Lets outline a Fermi approximation for it.

 

Suppose you start your computer 3 times a week and an SSD shaves a total of 20 seconds off boot times (considering how poorly unresponsive some HDDs can get years down the line this is fairly conservative.)

 

In a year's time, you will save about an hour of time (about a minute a week).

 

Suppose you open an office program (word, outlook, powerpoint, excel, etc) 3 times a day, and the SSD saves you 5 seconds each (again not unreasonable, outlook and word in particular have very poor response times that scale well with storage speed. Indeed RAM caching these programs makes them launch nearly instantaneously. Trust me I do it.)

 

Over the course of a year, you will save an hour and a half of time.

 

Now suppose you install 5 new large games a year (perhaps a bit much, but any program will show what I mean), an SSD can save 10-30 minutes per installation (lets say 10 conservatively. File unpacking is insanely faster on an SSD).

 

Over the course of a year that is around another hour.

 

Now consider loading times playing those games (Open World/MMO RPG's are by far the worst offenders.
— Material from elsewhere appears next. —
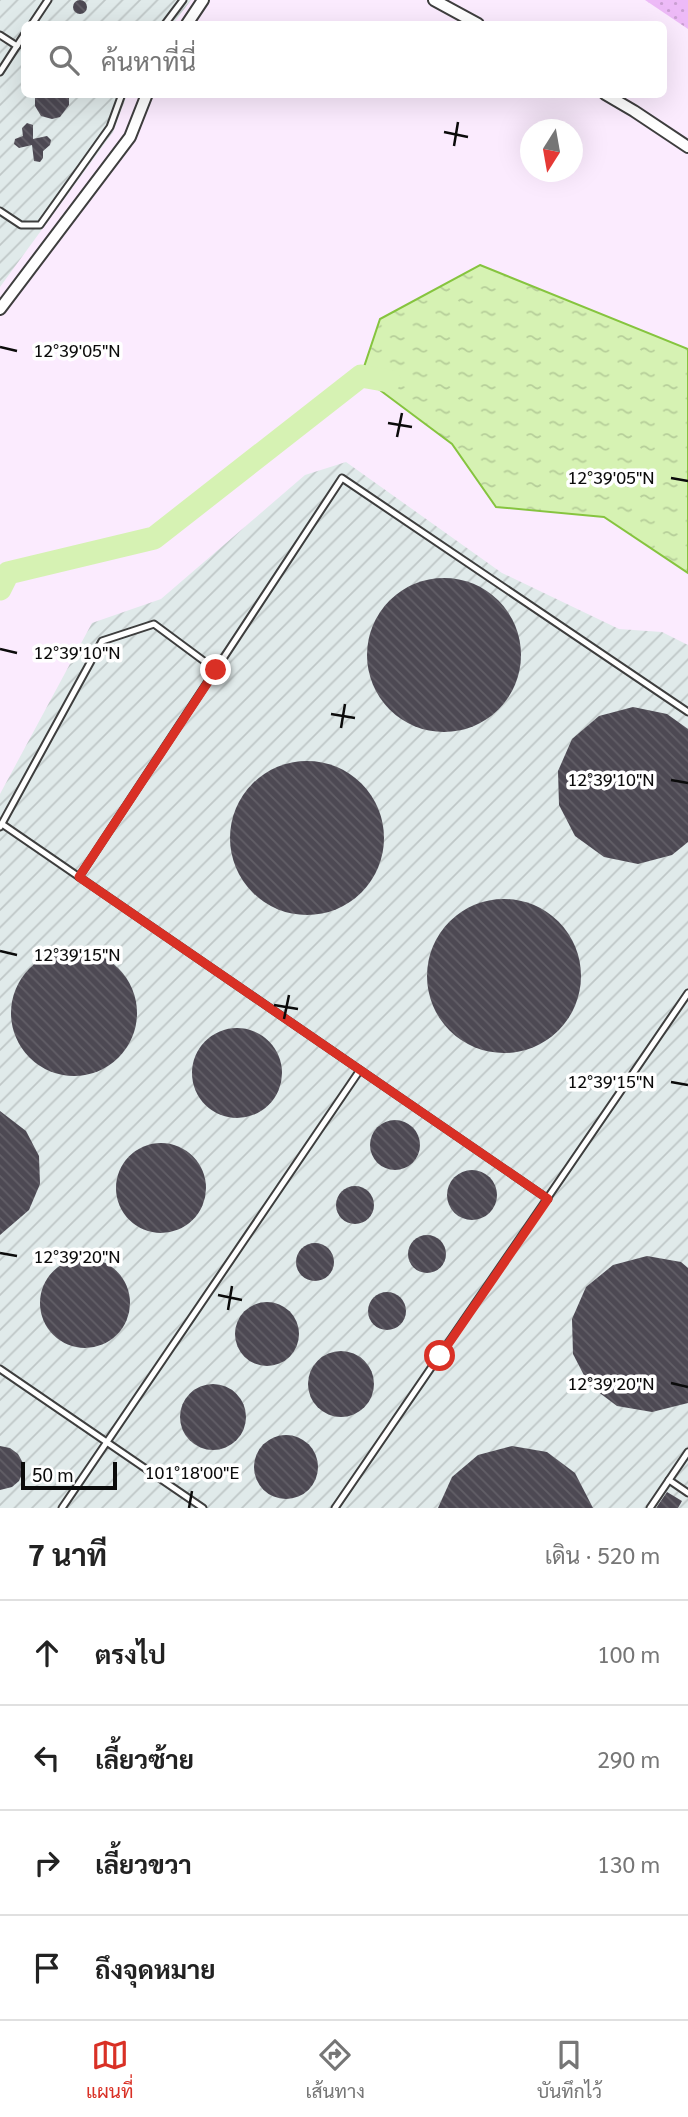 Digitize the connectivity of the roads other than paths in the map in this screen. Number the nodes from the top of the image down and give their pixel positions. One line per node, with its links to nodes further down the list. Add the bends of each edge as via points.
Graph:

Sometimes showing 10 second to 3 minute improvements per event.)

 

 

Since there are SO many variables that depend on those games (and loading times themselves are so variable), lets combine this with all other program loading times at a rate of one hour per year.

 

This suggests that by conservative approximation, you might save 4.5 hours per year over an HDD. At an opportunity cost of 15 dollars per hour (arbitrary), this corresponds to nearly 70 dollars saved every year.

 

Thus a 250 GB ssd nearly pays for itself in the first year.

 

Now consider that SSDs last basically forever, and the benefits to older systems are almost always exponentially larger (capable of turning a core2duo machine into a very very responsive and agile HTPC), I would ALWAYS recommend buying one.

 

That said, please under no circumstances buy 120GB or smaller SSDs. They are slower, have worse value, and leave relatively little usable space once the 'bare necessities' are installed.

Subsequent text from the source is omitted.